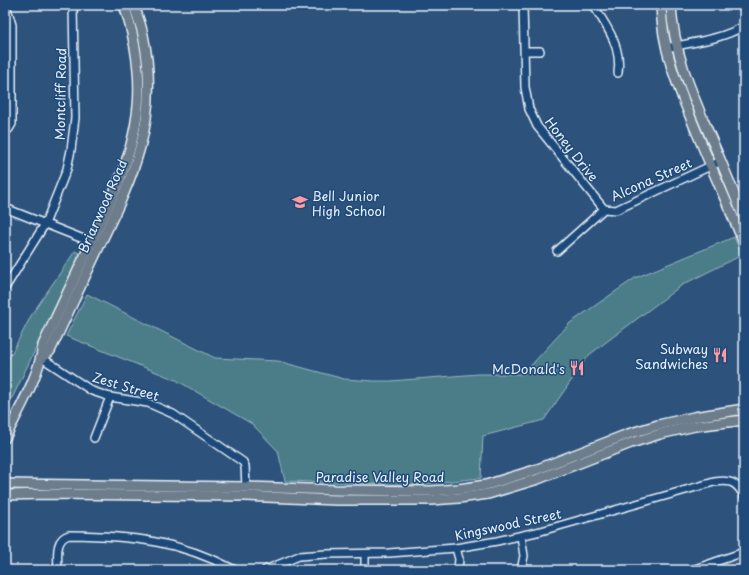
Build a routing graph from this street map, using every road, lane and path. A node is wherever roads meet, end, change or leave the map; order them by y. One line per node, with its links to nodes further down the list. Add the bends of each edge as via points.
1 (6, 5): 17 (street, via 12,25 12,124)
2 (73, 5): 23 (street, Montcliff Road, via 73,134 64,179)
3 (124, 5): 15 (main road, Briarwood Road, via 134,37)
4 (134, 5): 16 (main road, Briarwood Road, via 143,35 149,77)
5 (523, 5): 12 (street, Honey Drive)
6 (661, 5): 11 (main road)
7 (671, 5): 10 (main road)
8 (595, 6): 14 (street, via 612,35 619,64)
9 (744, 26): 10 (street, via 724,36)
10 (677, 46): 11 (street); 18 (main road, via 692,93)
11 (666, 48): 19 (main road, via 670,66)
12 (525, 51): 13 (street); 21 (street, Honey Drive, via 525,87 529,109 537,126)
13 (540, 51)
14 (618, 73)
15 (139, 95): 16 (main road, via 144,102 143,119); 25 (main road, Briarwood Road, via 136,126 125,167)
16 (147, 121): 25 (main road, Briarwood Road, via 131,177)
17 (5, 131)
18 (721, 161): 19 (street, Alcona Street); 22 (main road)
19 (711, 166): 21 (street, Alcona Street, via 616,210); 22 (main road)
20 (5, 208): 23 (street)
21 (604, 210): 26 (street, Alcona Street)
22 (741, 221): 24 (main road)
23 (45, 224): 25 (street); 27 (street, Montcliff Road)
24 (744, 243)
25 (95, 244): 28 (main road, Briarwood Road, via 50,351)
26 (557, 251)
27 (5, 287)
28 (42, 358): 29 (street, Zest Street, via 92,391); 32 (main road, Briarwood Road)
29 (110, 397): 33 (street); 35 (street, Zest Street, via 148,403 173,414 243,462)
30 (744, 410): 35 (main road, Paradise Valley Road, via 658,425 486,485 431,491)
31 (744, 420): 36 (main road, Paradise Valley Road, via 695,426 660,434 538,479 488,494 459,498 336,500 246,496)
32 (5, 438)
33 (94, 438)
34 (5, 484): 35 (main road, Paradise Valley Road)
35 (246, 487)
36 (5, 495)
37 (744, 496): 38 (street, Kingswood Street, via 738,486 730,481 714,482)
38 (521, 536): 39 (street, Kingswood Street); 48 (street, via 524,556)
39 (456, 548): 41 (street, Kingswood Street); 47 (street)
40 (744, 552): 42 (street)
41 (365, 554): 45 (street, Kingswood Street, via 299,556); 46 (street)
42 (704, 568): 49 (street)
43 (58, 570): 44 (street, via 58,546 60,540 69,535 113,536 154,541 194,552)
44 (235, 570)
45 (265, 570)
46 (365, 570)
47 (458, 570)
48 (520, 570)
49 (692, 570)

☆ ☆ ☆

§ What to do:
Please return the entries above exactly as they appear, but without the pictures.

§ Output below:
Build a routing graph from this street map, using every road, lane and path. A node is wherever roads meet, end, change or leave the map; order them by y. One line per node, with its links to nodes further down the list. Add the bends of each edge as via points.
1 (6, 5): 17 (street, via 12,25 12,124)
2 (73, 5): 23 (street, Montcliff Road, via 73,134 64,179)
3 (124, 5): 15 (main road, Briarwood Road, via 134,37)
4 (134, 5): 16 (main road, Briarwood Road, via 143,35 149,77)
5 (523, 5): 12 (street, Honey Drive)
6 (661, 5): 11 (main road)
7 (671, 5): 10 (main road)
8 (595, 6): 14 (street, via 612,35 619,64)
9 (744, 26): 10 (street, via 724,36)
10 (677, 46): 11 (street); 18 (main road, via 692,93)
11 (666, 48): 19 (main road, via 670,66)
12 (525, 51): 13 (street); 21 (street, Honey Drive, via 525,87 529,109 537,126)
13 (540, 51)
14 (618, 73)
15 (139, 95): 16 (main road, via 144,102 143,119); 25 (main road, Briarwood Road, via 136,126 125,167)
16 (147, 121): 25 (main road, Briarwood Road, via 131,177)
17 (5, 131)
18 (721, 161): 19 (street, Alcona Street); 22 (main road)
19 (711, 166): 21 (street, Alcona Street, via 616,210); 22 (main road)
20 (5, 208): 23 (street)
21 (604, 210): 26 (street, Alcona Street)
22 (741, 221): 24 (main road)
23 (45, 224): 25 (street); 27 (street, Montcliff Road)
24 (744, 243)
25 (95, 244): 28 (main road, Briarwood Road, via 50,351)
26 (557, 251)
27 (5, 287)
28 (42, 358): 29 (street, Zest Street, via 92,391); 32 (main road, Briarwood Road)
29 (110, 397): 33 (street); 35 (street, Zest Street, via 148,403 173,414 243,462)
30 (744, 410): 35 (main road, Paradise Valley Road, via 658,425 486,485 431,491)
31 (744, 420): 36 (main road, Paradise Valley Road, via 695,426 660,434 538,479 488,494 459,498 336,500 246,496)
32 (5, 438)
33 (94, 438)
34 (5, 484): 35 (main road, Paradise Valley Road)
35 (246, 487)
36 (5, 495)
37 (744, 496): 38 (street, Kingswood Street, via 738,486 730,481 714,482)
38 (521, 536): 39 (street, Kingswood Street); 48 (street, via 524,556)
39 (456, 548): 41 (street, Kingswood Street); 47 (street)
40 (744, 552): 42 (street)
41 (365, 554): 45 (street, Kingswood Street, via 299,556); 46 (street)
42 (704, 568): 49 (street)
43 (58, 570): 44 (street, via 58,546 60,540 69,535 113,536 154,541 194,552)
44 (235, 570)
45 (265, 570)
46 (365, 570)
47 (458, 570)
48 (520, 570)
49 (692, 570)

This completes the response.